New gallery exhibit evokes wonder


Ishani Hariprasad

Seniors Asha Patel and Graham Robbins look at the art on display at the opening the Corvus Gallery showcase on Sept. 30.

Amon Gray, Sports and Leisure Editor

The sun glints off a metal lance clutched in one of the four green arms of an alien atop an eight-legged mount. Leaping out of the desert, science fiction hero John Carter swings his sword. 

This illustration was created by J. Allen St. John was featured on the cover of “Amazing Stories” magazine in 1941, but several years later the original art was hung in the bedroom of a young Stephen Korshak by his father, Erle Korshak. That piece became the first in their collection of fantasy and science fiction illustrations that they built together over the years.

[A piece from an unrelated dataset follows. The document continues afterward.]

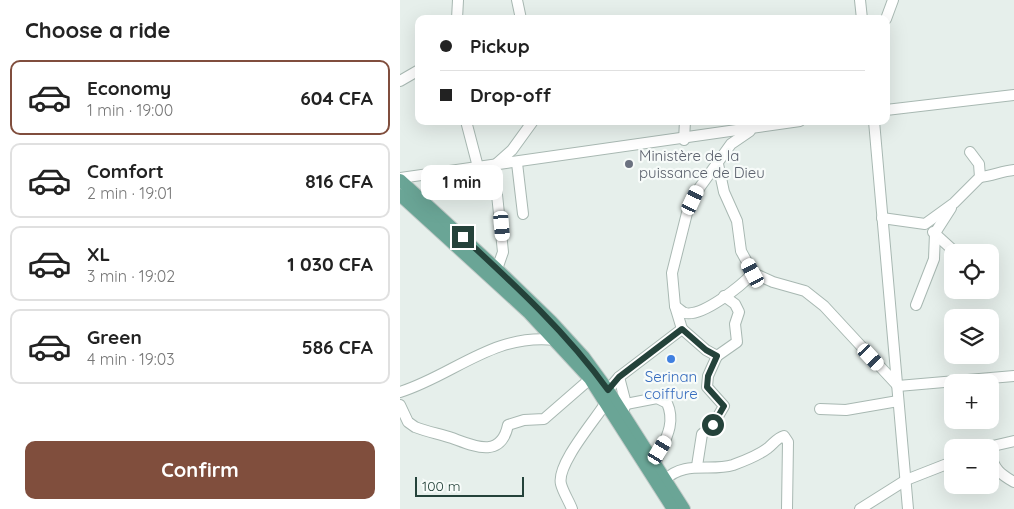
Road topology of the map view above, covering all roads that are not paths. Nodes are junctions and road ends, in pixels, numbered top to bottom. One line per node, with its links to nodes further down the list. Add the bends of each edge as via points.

Through Nov. 18, 27 illustrations from the collection selected by Stephen Korshak and Gina Alicea, art teacher and gallery director are being featured in the Corvus Gallery in Gordon Parks Arts Hall. 

Stephen Korshak, a 1969 U-High alumnus, told the story behind the collection on alumni night, Sept. 30, at the opening reception for the showcase. 

“He put that painting in my bedroom and I projected myself into that story and I just had this sense of wonder when I saw this painting and this passion and I wanted to collect different illustrations that display that sense of wonder,” Mr. Korshak said. 

Both Stephen and his father were Lab alumni. Stephen Korshak talked about his experience at Lab during the gallery opening.

“That sense of wonder that was given to me by my father inadvertently by putting that painting in my bedroom, was nurtured by Lab and that critical thinking and how to analyze situations was helpful to me.” 

The works in the collection come from a multitude of illustrators from a variety of backgrounds. Mr. Korshak emphasized how while some of the artists were classically trained, others were not because at the time of their artistry, illustration was not considered real art. 

Some of the pieces featured are covers of pulp magazines like the J. Allen St. John piece. Others include more classic book illustrations, calendar art, and made-for-display paintings. All of them contain different styles unique to the genre, time period, and artist. The diversity of the collection brings a fascinating, all-encompassing perspective on illustration as an art form.

Ms. Alicea said that she has been in contact with Mr. Korshak since before the pandemic to feature some of the collection in the gallery. The entire collection was brought to Chicago this September for the World Science Fiction Convention that would be honoring the late Erle Korshak, so they took advantage of the opportunity to display the art for Lab students.

“I want to inspire Lab students to never lose that sense of wonder,” Stephen Koshak said. “There is a wonder to our life and a wonder to everything.”